╭─ Information shown

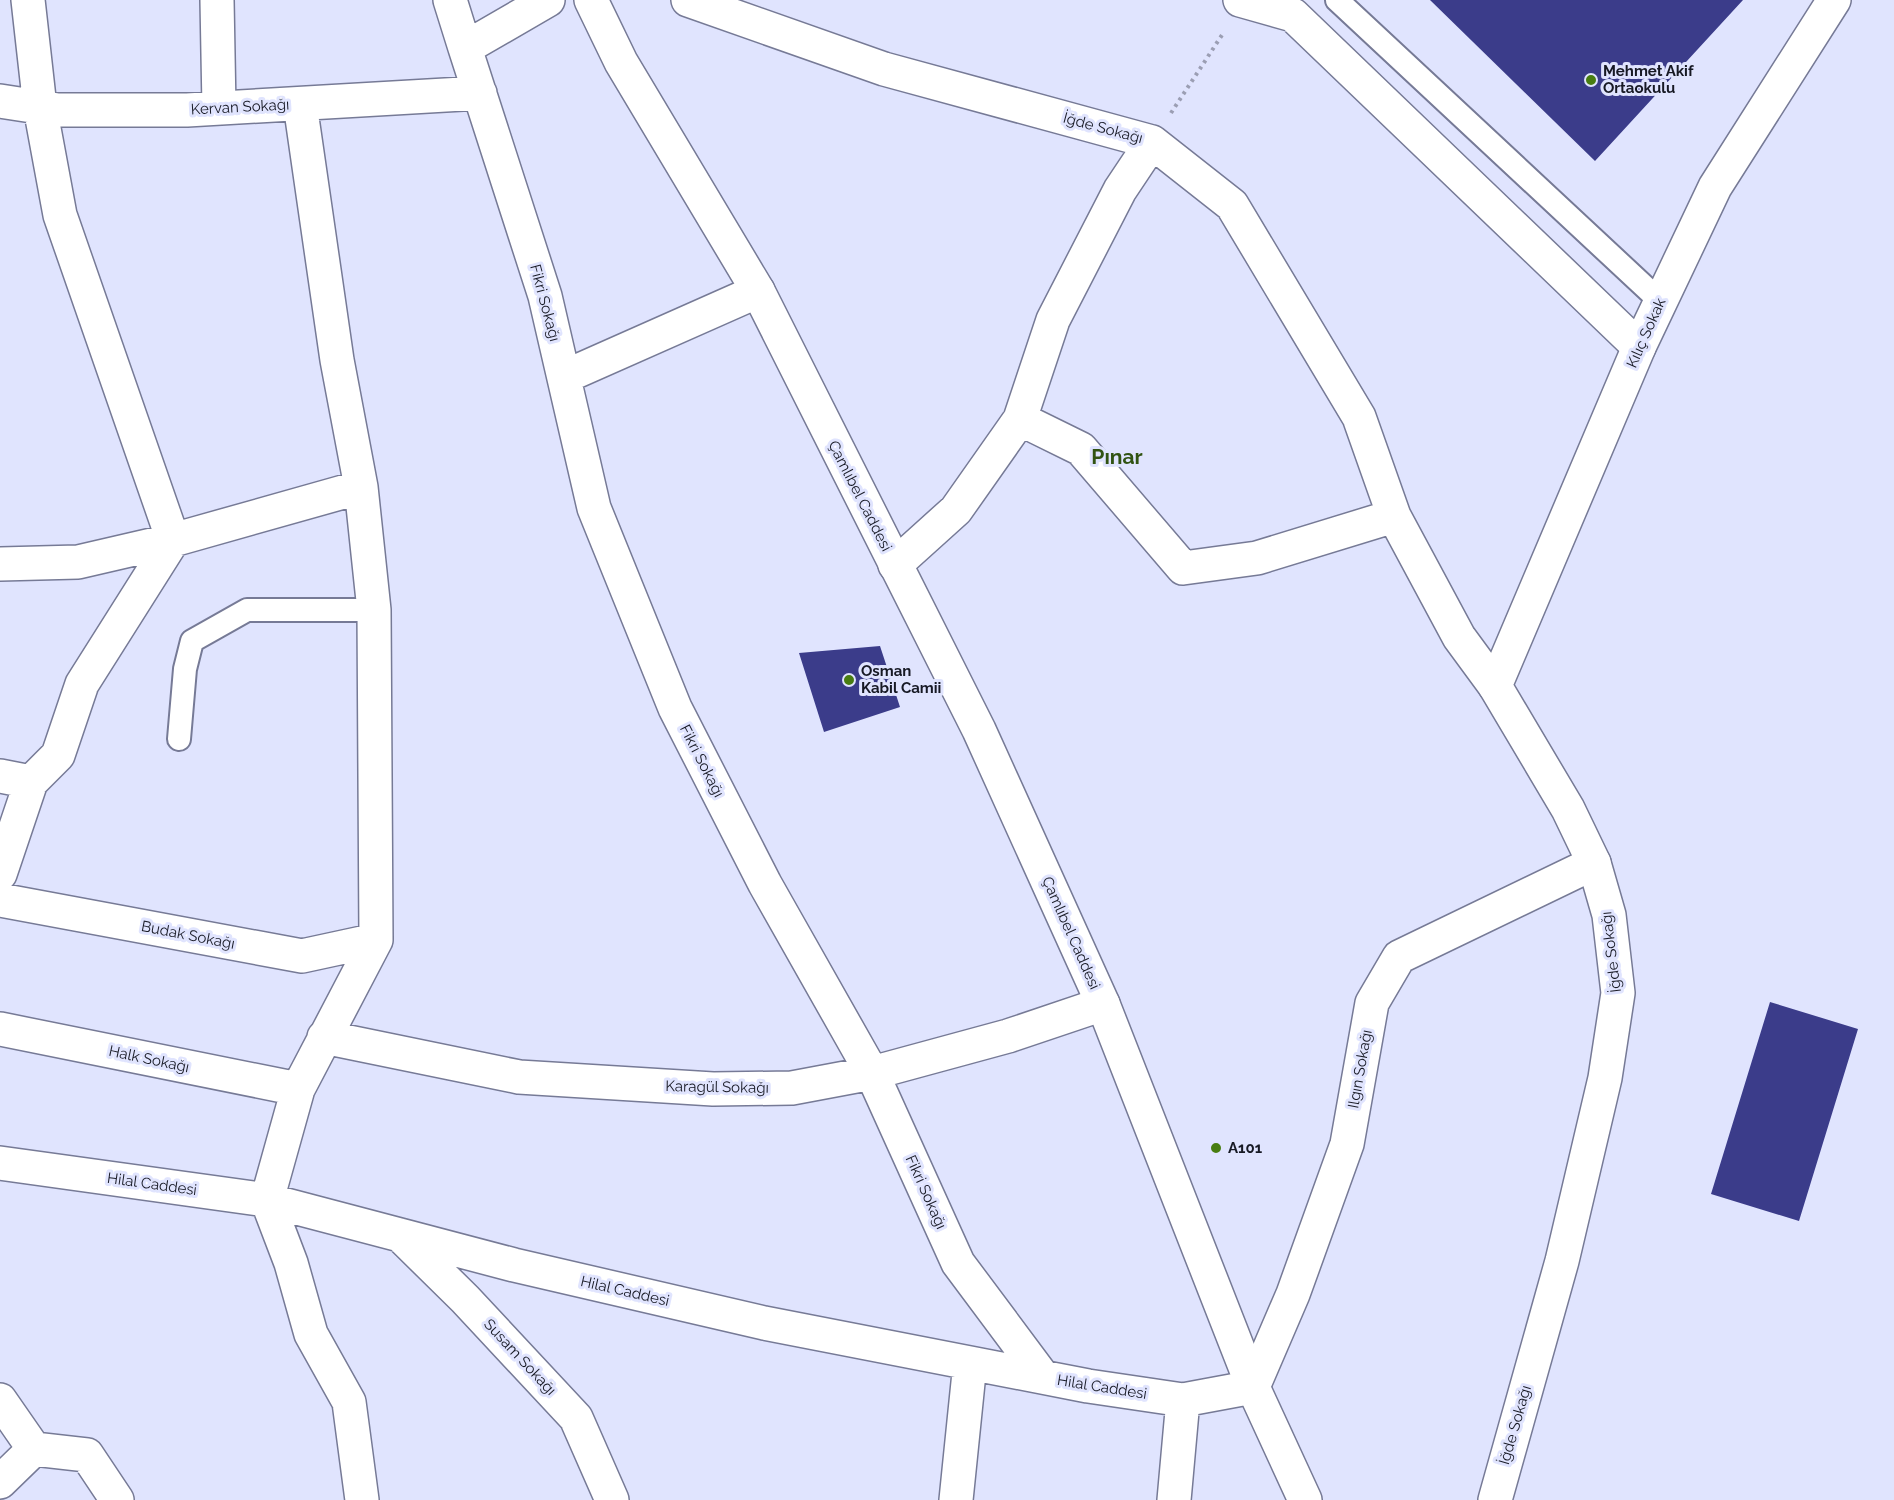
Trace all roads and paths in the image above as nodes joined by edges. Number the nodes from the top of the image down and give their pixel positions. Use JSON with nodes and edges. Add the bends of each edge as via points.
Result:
{"nodes":[{"id":1,"x":28,"y":0,"type":"edge"},
{"id":2,"x":217,"y":0,"type":"edge"},
{"id":3,"x":450,"y":0,"type":"edge"},
{"id":4,"x":548,"y":0,"type":"edge"},
{"id":5,"x":591,"y":0,"type":"edge"},
{"id":6,"x":688,"y":0,"type":"edge"},
{"id":7,"x":1337,"y":0,"type":"edge"},
{"id":8,"x":1834,"y":0,"type":"edge"},
{"id":9,"x":1242,"y":1,"type":"edge"},
{"id":10,"x":465,"y":48,"type":"junction"},
{"id":11,"x":480,"y":93,"type":"junction"},
{"id":12,"x":0,"y":101,"type":"edge"},
{"id":13,"x":300,"y":104,"type":"junction"},
{"id":14,"x":40,"y":107,"type":"junction"},
{"id":15,"x":219,"y":108,"type":"junction"},
{"id":16,"x":1152,"y":142,"type":"junction"},
{"id":17,"x":758,"y":291,"type":"junction"},
{"id":18,"x":1660,"y":301,"type":"junction"},
{"id":19,"x":1639,"y":347,"type":"junction"},
{"id":20,"x":564,"y":377,"type":"junction"},
{"id":21,"x":1020,"y":419,"type":"junction"},
{"id":22,"x":362,"y":487,"type":"junction"},
{"id":23,"x":1394,"y":516,"type":"junction"},
{"id":24,"x":172,"y":540,"type":"junction"},
{"id":25,"x":0,"y":564,"type":"edge"},
{"id":26,"x":895,"y":565,"type":"junction"},
{"id":27,"x":374,"y":610,"type":"junction"},
{"id":28,"x":1495,"y":686,"type":"junction"},
{"id":29,"x":179,"y":739,"type":"dead end"},
{"id":30,"x":16,"y":779,"type":"edge"},
{"id":31,"x":1594,"y":863,"type":"junction"},
{"id":32,"x":0,"y":874,"type":"edge"},
{"id":33,"x":0,"y":900,"type":"edge"},
{"id":34,"x":376,"y":940,"type":"junction"},
{"id":35,"x":1103,"y":1005,"type":"junction"},
{"id":36,"x":0,"y":1029,"type":"edge"},
{"id":37,"x":324,"y":1037,"type":"junction"},
{"id":38,"x":872,"y":1073,"type":"junction"},
{"id":39,"x":298,"y":1089,"type":"junction"},
{"id":40,"x":0,"y":1162,"type":"edge"},
{"id":41,"x":267,"y":1200,"type":"junction"},
{"id":42,"x":399,"y":1234,"type":"junction"},
{"id":43,"x":970,"y":1363,"type":"junction"},
{"id":44,"x":1043,"y":1377,"type":"junction"},
{"id":45,"x":1253,"y":1387,"type":"junction"},
{"id":46,"x":0,"y":1400,"type":"edge"},
{"id":47,"x":1183,"y":1400,"type":"junction"},
{"id":48,"x":34,"y":1449,"type":"junction"},
{"id":49,"x":0,"y":1482,"type":"edge"},
{"id":50,"x":117,"y":1500,"type":"edge"},
{"id":51,"x":362,"y":1500,"type":"edge"},
{"id":52,"x":612,"y":1500,"type":"edge"},
{"id":53,"x":956,"y":1500,"type":"edge"},
{"id":54,"x":1174,"y":1500,"type":"edge"},
{"id":55,"x":1305,"y":1500,"type":"edge"},
{"id":56,"x":1496,"y":1500,"type":"edge"}],
"edges":[{"from":1,"to":14,"type":"street"},
{"from":2,"to":15,"type":"street"},
{"from":3,"to":10,"type":"street","name":"Fikri Sokağı"},
{"from":4,"to":10,"type":"street"},
{"from":5,"to":17,"type":"street","name":"Çamlıbel Caddesi","via":[[621,62]]},
{"from":6,"to":16,"type":"street","name":"İğde Sokağı","via":[[884,69]]},
{"from":7,"to":18,"type":"lane"},
{"from":8,"to":18,"type":"street","name":"Kılıç Sokak","via":[[1715,187]]},
{"from":9,"to":16,"type":"path"},
{"from":9,"to":19,"type":"street","via":[[1293,15]]},
{"from":10,"to":11,"type":"street","name":"Fikri Sokağı"},
{"from":11,"to":13,"type":"street","name":"Kervan Sokağı"},
{"from":11,"to":20,"type":"street","name":"Fikri Sokağı","via":[[545,296]]},
{"from":12,"to":14,"type":"street","name":"Kervan Sokağı"},
{"from":13,"to":15,"type":"street","name":"Kervan Sokağı"},
{"from":13,"to":22,"type":"street","via":[[337,360]]},
{"from":14,"to":15,"type":"street","name":"Kervan Sokağı"},
{"from":14,"to":24,"type":"street","via":[[60,215]]},
{"from":16,"to":21,"type":"street","via":[[1119,189],[1053,320]]},
{"from":16,"to":23,"type":"street","name":"İğde Sokağı","via":[[1232,205],[1359,417]]},
{"from":17,"to":20,"type":"street"},
{"from":17,"to":26,"type":"street","name":"Çamlıbel Caddesi"},
{"from":18,"to":19,"type":"street","name":"Kılıç Sokak"},
{"from":19,"to":28,"type":"street","name":"Kılıç Sokak"},
{"from":20,"to":38,"type":"street","name":"Fikri Sokağı","via":[[594,508],[675,708],[765,884]]},
{"from":21,"to":23,"type":"street","via":[[1081,448],[1183,568],[1257,558]]},
{"from":21,"to":26,"type":"street","via":[[956,510]]},
{"from":22,"to":24,"type":"street"},
{"from":22,"to":27,"type":"street"},
{"from":23,"to":28,"type":"street","name":"İğde Sokağı","via":[[1459,637]]},
{"from":24,"to":25,"type":"street","via":[[78,562]]},
{"from":24,"to":30,"type":"street","via":[[82,684],[58,755]]},
{"from":26,"to":35,"type":"street","name":"Çamlıbel Caddesi","via":[[979,730]]},
{"from":27,"to":29,"type":"lane","via":[[248,610],[192,641],[185,669]]},
{"from":27,"to":34,"type":"street"},
{"from":28,"to":31,"type":"street","name":"İğde Sokağı","via":[[1568,809]]},
{"from":30,"to":32,"type":"street"},
{"from":31,"to":45,"type":"street","name":"Ilgın Sokağı","via":[[1399,957],[1372,1004],[1347,1144],[1293,1294]]},
{"from":31,"to":56,"type":"street","name":"İğde Sokağı","via":[[1609,915],[1618,993],[1605,1078],[1562,1261]]},
{"from":33,"to":34,"type":"street","name":"Budak Sokağı","via":[[302,957]]},
{"from":34,"to":37,"type":"street"},
{"from":35,"to":38,"type":"street","name":"Karagül Sokağı"},
{"from":35,"to":45,"type":"street","name":"Çamlıbel Caddesi"},
{"from":36,"to":39,"type":"street","name":"Halk Sokağı"},
{"from":37,"to":38,"type":"street","name":"Karagül Sokağı","via":[[519,1077],[713,1089],[792,1088]]},
{"from":37,"to":39,"type":"street"},
{"from":38,"to":44,"type":"street","name":"Fikri Sokağı","via":[[958,1263]]},
{"from":39,"to":41,"type":"street"},
{"from":40,"to":41,"type":"street","name":"Hilal Caddesi"},
{"from":41,"to":42,"type":"street","name":"Hilal Caddesi"},
{"from":41,"to":51,"type":"street","via":[[291,1263],[311,1334],[349,1402]]},
{"from":42,"to":43,"type":"street","name":"Hilal Caddesi","via":[[764,1323]]},
{"from":42,"to":52,"type":"street","name":"Susam Sokağı","via":[[576,1418]]},
{"from":43,"to":44,"type":"street","name":"Hilal Caddesi"},
{"from":43,"to":53,"type":"street"},
{"from":44,"to":47,"type":"street","name":"Hilal Caddesi"},
{"from":45,"to":47,"type":"street","name":"Hilal Caddesi"},
{"from":45,"to":55,"type":"street","name":"Çamlıbel Caddesi"},
{"from":46,"to":48,"type":"street"},
{"from":47,"to":54,"type":"street"},
{"from":48,"to":49,"type":"street"},
{"from":48,"to":50,"type":"street","via":[[87,1455]]}]}
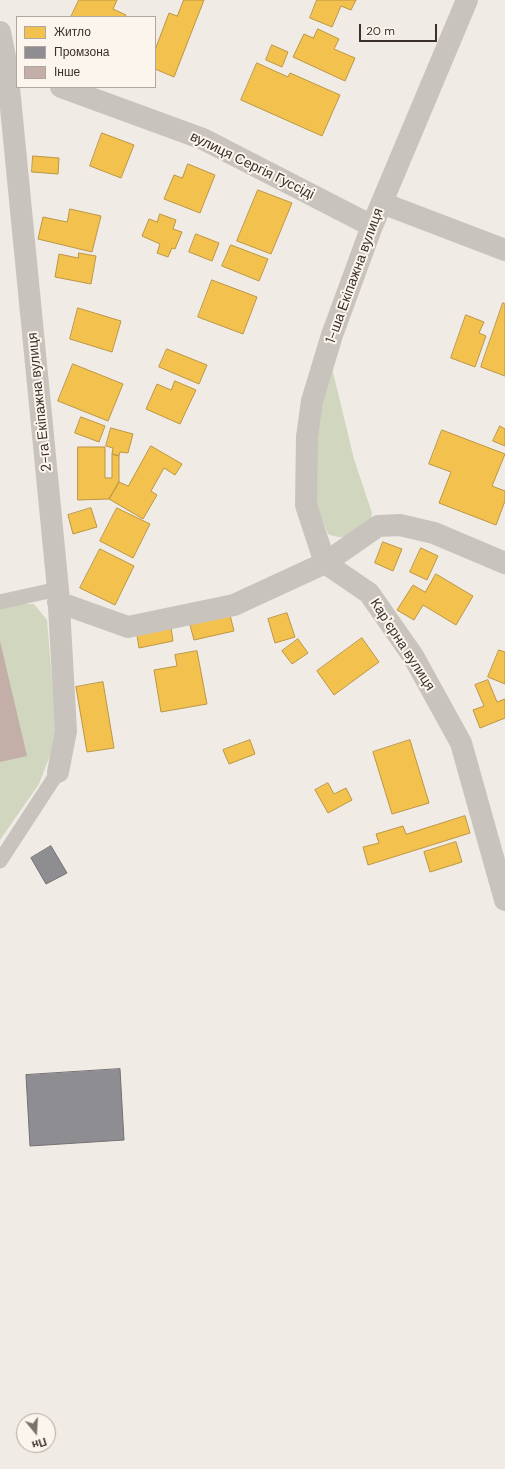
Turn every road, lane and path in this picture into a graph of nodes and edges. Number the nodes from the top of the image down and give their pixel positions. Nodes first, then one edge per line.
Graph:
1 (467, 0) edge
2 (0, 32) edge
3 (12, 69) edge
4 (64, 88) edge
5 (382, 203) junction
6 (372, 226) junction
7 (505, 250) edge
8 (326, 563) junction
9 (505, 563) edge
10 (58, 595) junction
11 (0, 602) edge
12 (58, 772) joint
13 (0, 860) edge
14 (505, 900) edge

1 - 5 street, 1-ша Екіпажна вулиця
2 - 3 street, 2-га Екіпажна вулиця
3 - 10 street, 2-га Екіпажна вулиця
4 - 6 street, вулиця Сергія Гуссіді
5 - 6 street, 1-ша Екіпажна вулиця
5 - 7 street
6 - 8 street, 1-ша Екіпажна вулиця
8 - 9 street
8 - 10 street
8 - 14 street, Карʼєрна вулиця
10 - 11 lane
10 - 12 street, 2-га Екіпажна вулиця
12 - 13 lane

╰─

■ Assignment
Start at the line containing "Turn every road, lane" and copy each line through the last one in the records, exactly and with nothing added.

■ Expected answer
Turn every road, lane and path in this picture into a graph of nodes and edges. Number the nodes from the top of the image down and give their pixel positions. Nodes first, then one edge per line.
Graph:
1 (467, 0) edge
2 (0, 32) edge
3 (12, 69) edge
4 (64, 88) edge
5 (382, 203) junction
6 (372, 226) junction
7 (505, 250) edge
8 (326, 563) junction
9 (505, 563) edge
10 (58, 595) junction
11 (0, 602) edge
12 (58, 772) joint
13 (0, 860) edge
14 (505, 900) edge

1 - 5 street, 1-ша Екіпажна вулиця
2 - 3 street, 2-га Екіпажна вулиця
3 - 10 street, 2-га Екіпажна вулиця
4 - 6 street, вулиця Сергія Гуссіді
5 - 6 street, 1-ша Екіпажна вулиця
5 - 7 street
6 - 8 street, 1-ша Екіпажна вулиця
8 - 9 street
8 - 10 street
8 - 14 street, Карʼєрна вулиця
10 - 11 lane
10 - 12 street, 2-га Екіпажна вулиця
12 - 13 lane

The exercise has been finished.